**What to work on:**
Would you retype the entries from the first line to the line bearing "2px #8c7958) drop-shadow(0", both included, leaving out every picture?

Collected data
------------------------
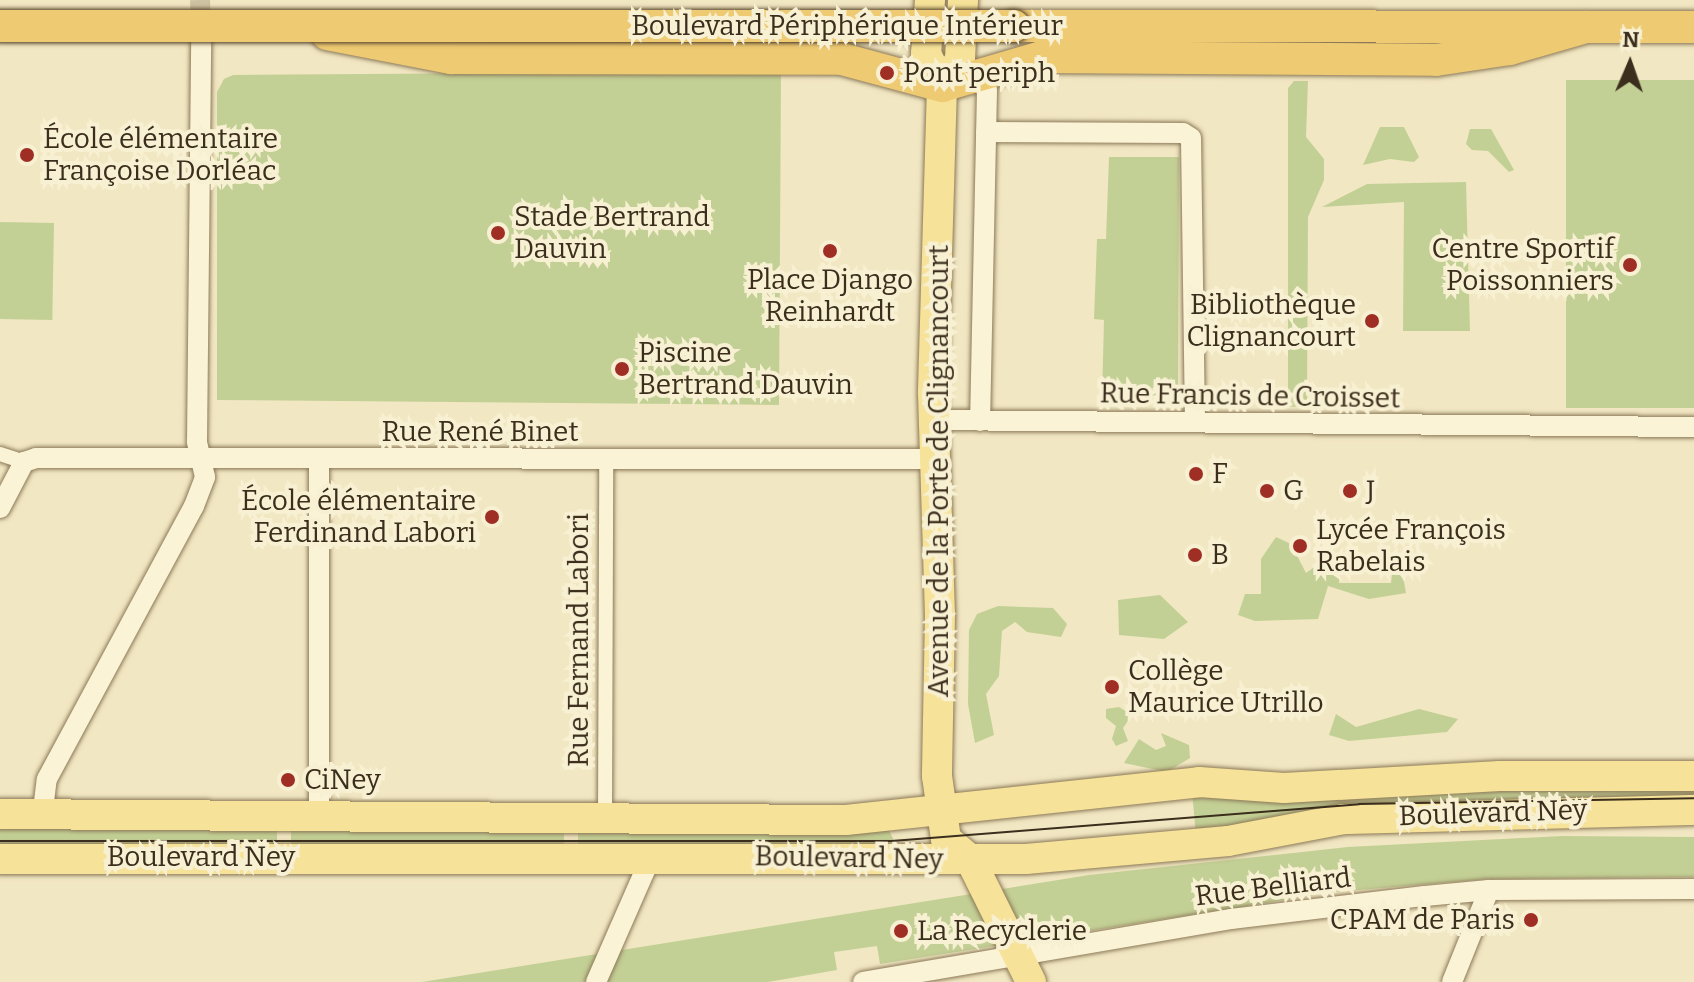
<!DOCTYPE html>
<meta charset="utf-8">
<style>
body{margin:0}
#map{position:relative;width:1694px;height:982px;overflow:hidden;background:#f1e7c2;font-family:Bitter,serif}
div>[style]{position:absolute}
.green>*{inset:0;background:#c3d095;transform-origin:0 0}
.minor-tunnel>*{height:20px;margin-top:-10px;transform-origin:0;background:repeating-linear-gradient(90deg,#cdc2a1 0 20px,transparent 0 30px)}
.roads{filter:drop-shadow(0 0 2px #8c7958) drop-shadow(0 0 2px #8c7958)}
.pedestrian>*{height:14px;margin:-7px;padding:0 7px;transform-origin:7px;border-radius:7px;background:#fbf3d6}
.minor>*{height:20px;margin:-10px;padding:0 10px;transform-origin:10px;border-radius:10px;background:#fbf3d6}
.primary>*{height:30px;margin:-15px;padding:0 15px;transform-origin:15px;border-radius:15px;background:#f6e298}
.trunk>*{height:32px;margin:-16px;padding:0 16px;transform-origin:16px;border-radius:16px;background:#eeca73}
.tram>*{height:2px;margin:-1px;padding:0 1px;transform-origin:1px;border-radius:1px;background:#3b2e1d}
.bridges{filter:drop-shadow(0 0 2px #59462c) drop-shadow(0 0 2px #59462c)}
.trunk-bridge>*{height:32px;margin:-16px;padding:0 16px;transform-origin:16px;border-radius:16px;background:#eeca73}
.dots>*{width:22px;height:22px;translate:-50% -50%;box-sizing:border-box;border:4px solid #f8f0d2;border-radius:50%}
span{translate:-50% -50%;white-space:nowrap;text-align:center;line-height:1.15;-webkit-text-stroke:8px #f8f0d2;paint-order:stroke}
.street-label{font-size:28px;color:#3b2e1d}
.poi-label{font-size:28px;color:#3b2e1d}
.left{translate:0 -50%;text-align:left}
.right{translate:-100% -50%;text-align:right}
.north{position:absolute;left:1590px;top:24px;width:80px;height:80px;-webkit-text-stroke:6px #f8f0d2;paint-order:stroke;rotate:2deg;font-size:22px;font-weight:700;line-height:32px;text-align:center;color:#3b2e1d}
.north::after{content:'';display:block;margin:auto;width:28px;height:36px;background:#3b2e1d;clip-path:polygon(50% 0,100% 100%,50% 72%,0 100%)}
</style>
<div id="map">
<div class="green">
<i style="clip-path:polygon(781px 71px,779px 405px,217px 400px,217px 92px,224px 79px,233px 75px)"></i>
<i style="left:1566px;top:80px;width:128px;height:328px"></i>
<i style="clip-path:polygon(1294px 81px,1308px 81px,1306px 137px,1324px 159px,1324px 180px,1308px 217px,1307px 406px,1288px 407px,1288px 88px)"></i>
<i style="clip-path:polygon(1380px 127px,1404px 127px,1419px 157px,1414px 162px,1390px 159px,1363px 165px)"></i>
<i style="clip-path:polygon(1470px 129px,1491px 129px,1514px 170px,1509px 172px,1488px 151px,1472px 150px,1466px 144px)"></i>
<i style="clip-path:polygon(1109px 157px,1179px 157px,1178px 399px,1102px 398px,1104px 320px,1094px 319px,1097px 239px,1106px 239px)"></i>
<i style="clip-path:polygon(1466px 182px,1470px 331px,1403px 331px,1404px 202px,1322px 207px,1367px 184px)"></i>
<i style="left:0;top:222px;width:54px;height:97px;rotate:1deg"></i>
<i style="clip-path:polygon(1276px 537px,1291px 544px,1306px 573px,1320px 563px,1339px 561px,1339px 583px,1391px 583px,1392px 574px,1402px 570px,1406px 593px,1369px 599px,1328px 586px,1318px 619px,1255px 621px,1238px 615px,1245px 594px,1261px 594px,1261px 559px)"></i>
<i style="clip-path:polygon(1160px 595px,1188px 622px,1164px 639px,1119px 635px,1118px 600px)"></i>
<i style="clip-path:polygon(998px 606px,1053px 608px,1067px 624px,1061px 637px,1027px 632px,1015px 622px,1002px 631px,999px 676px,986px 694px,994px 735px,975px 743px,968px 704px,969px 630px,977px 614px)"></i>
<i style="clip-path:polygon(1119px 707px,1132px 715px,1123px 728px,1128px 741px,1116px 746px,1112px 739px,1116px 726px,1106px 718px,1106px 709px)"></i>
<i style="clip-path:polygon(1419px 709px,1458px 719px,1447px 732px,1349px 741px,1329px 735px,1336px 714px,1356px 727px)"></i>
<i style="clip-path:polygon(1161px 733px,1189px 745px,1190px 758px,1167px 772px,1124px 763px,1139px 739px,1156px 750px,1166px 746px)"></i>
<i style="clip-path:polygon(1694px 784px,1694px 802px,1196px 836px,1192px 791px)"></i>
<i style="clip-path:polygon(886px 824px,896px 845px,578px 846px,578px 831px)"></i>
<i style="clip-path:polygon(0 826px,277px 830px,277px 846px,0 848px)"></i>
<i style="left:564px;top:830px;width:17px;height:273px;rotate:90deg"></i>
<i style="clip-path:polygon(1562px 836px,1694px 837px,1694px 877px,1488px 879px,1335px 892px,880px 964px,877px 946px,834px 952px,837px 970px,768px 982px,422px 982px,1089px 875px,1348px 847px)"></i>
</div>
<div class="minor-tunnel">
<i style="left:200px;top:0;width:35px;rotate:88deg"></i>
</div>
<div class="roads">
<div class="pedestrian">
<i style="left:0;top:454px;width:25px;rotate:18deg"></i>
<i style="left:605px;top:819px;width:359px;rotate:-89.8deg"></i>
</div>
<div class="minor">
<i style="left:972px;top:71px;width:24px;rotate:52deg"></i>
<i style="left:987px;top:90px;width:331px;rotate:91.2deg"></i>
<i style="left:986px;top:132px;width:197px;rotate:0.3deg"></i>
<i style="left:1183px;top:133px;width:9px;rotate:32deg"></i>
<i style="left:1191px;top:138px;width:284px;rotate:89.2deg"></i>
<i style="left:934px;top:420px;width:760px;rotate:0.53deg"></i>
<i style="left:319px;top:461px;width:355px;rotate:90deg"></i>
<i style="left:0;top:508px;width:52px;rotate:-62.4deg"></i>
<i style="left:24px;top:462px;width:13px;rotate:-18deg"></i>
<i style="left:36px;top:458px;width:901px;rotate:0.06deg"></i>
<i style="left:42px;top:818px;width:39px;rotate:-83deg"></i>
<i style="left:47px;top:779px;width:310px;rotate:-61.7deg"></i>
<i style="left:194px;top:506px;width:31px;rotate:-69deg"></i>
<i style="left:205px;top:477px;width:37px;rotate:-103deg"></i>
<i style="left:197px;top:441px;width:398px;rotate:-89.4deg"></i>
<i style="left:596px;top:982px;width:137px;rotate:-66.3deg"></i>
<i style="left:863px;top:982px;width:373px;rotate:-9.7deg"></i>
<i style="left:1231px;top:919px;width:195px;rotate:-6.8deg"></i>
<i style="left:1425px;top:896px;width:64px;rotate:-5.4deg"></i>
<i style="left:1489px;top:890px;width:205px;rotate:-0.3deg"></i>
<i style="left:1452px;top:982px;width:99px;rotate:-68.1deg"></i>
</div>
<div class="primary">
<i style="left:930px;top:0;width:54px;rotate:94.2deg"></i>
<i style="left:926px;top:54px;width:36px;rotate:63deg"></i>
<i style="left:963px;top:0;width:60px;rotate:92.9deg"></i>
<i style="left:960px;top:60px;width:32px;rotate:125deg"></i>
<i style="left:942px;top:86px;width:307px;rotate:91.7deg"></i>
<i style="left:933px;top:393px;width:222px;rotate:88.2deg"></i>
<i style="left:940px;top:615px;width:161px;rotate:91.1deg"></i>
<i style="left:937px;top:776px;width:64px;rotate:81.9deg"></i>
<i style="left:946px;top:839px;width:31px;rotate:40deg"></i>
<i style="left:970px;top:859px;width:137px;rotate:63.6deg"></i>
<i style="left:0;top:814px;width:846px;rotate:0.41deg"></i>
<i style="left:846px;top:820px;width:355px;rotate:-6.1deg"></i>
<i style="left:1199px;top:782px;width:85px;rotate:4deg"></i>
<i style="left:1284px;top:788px;width:216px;rotate:-3.2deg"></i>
<i style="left:1500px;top:776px;width:194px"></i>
<i style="left:0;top:859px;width:1026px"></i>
<i style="left:1026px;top:859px;width:203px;rotate:-5.1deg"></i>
<i style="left:1228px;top:841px;width:118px;rotate:-10.7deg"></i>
<i style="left:1344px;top:819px;width:350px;rotate:-1.5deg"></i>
</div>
<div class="trunk">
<i style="left:1014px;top:26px;width:680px;rotate:0.08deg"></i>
<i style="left:327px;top:34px;width:126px;rotate:11deg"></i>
<i style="left:451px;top:58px;width:391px;rotate:0.1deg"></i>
<i style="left:842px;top:59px;width:104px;rotate:15.1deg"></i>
<i style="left:942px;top:86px;width:104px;rotate:-16.2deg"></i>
<i style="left:1042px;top:57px;width:394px;rotate:0.4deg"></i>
<i style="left:1436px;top:60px;width:75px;rotate:-8.5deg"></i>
<i style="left:1510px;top:49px;width:79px;rotate:-16.1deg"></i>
</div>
</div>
<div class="tram">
<i style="left:0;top:841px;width:893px"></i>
<i style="left:893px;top:841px;width:467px;rotate:-4.5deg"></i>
<i style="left:1359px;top:804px;width:335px;rotate:-1deg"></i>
</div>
<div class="bridges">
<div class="trunk-bridge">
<i style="left:0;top:26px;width:1014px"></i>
</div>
</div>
<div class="dots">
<i style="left:887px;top:73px;background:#9f2f24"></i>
<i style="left:27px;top:155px;background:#9f2f24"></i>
<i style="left:498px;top:233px;background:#9f2f24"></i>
<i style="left:830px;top:251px;background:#9f2f24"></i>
<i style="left:1630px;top:265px;background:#9f2f24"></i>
<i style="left:1372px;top:321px;background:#9f2f24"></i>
<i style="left:622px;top:369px;background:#9f2f24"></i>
<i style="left:1196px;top:474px;background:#9f2f24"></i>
<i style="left:1267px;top:491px;background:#9f2f24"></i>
<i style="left:1350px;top:491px;background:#9f2f24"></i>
<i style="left:492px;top:517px;background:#9f2f24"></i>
<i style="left:1300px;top:546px;background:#9f2f24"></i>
<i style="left:1195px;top:555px;background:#9f2f24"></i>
<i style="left:1112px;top:687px;background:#9f2f24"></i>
<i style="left:288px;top:780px;background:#9f2f24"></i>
<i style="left:1531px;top:920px;background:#9f2f24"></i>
<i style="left:901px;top:931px;background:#9f2f24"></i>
</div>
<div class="street-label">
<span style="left:847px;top:26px">Boulevard Périphérique Intérieur</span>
<span style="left:1250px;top:396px;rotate:1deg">Rue Francis de Croisset</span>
<span style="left:480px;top:432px">Rue René Binet</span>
<span style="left:939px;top:471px;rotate:-90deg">Avenue de la Porte de Clignancourt</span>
<span style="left:579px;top:640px;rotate:-90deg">Rue Fernand Labori</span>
<span style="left:1493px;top:813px;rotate:-2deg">Boulevard Ney</span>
<span style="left:201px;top:857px">Boulevard Ney</span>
<span style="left:849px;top:858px;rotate:1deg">Boulevard Ney</span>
<span style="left:1273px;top:887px;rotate:-7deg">Rue Belliard</span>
</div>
<div class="poi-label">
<span class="left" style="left:903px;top:73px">Pont periph</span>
<span class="left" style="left:43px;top:155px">École élémentaire<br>Françoise Dorléac</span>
<span class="left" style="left:514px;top:233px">Stade Bertrand<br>Dauvin</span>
<span class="right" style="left:1614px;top:265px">Centre Sportif<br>Poissonniers</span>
<span style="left:830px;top:296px">Place Django<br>Reinhardt</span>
<span class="right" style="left:1356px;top:321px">Bibliothèque<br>Clignancourt</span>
<span class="left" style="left:638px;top:369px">Piscine<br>Bertrand Dauvin</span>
<span class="left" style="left:1212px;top:474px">F</span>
<span class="left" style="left:1283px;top:491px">G</span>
<span class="left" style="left:1366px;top:491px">J</span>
<span class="right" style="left:476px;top:517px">École élémentaire<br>Ferdinand Labori</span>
<span class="left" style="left:1316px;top:546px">Lycée François<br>Rabelais</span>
<span class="left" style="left:1211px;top:555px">B</span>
<span class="left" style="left:1128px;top:687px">Collège<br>Maurice Utrillo</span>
<span class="left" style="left:304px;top:780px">CiNey</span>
<span class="right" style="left:1515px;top:920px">CPAM de Paris</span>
<span class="left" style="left:917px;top:931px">La Recyclerie</span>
</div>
<div class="north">N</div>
</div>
------------------------
**Result of this task:**
<!DOCTYPE html>
<meta charset="utf-8">
<style>
body{margin:0}
#map{position:relative;width:1694px;height:982px;overflow:hidden;background:#f1e7c2;font-family:Bitter,serif}
div>[style]{position:absolute}
.green>*{inset:0;background:#c3d095;transform-origin:0 0}
.minor-tunnel>*{height:20px;margin-top:-10px;transform-origin:0;background:repeating-linear-gradient(90deg,#cdc2a1 0 20px,transparent 0 30px)}
.roads{filter:drop-shadow(0 0 2px #8c7958) drop-shadow(0 0 2px #8c7958)}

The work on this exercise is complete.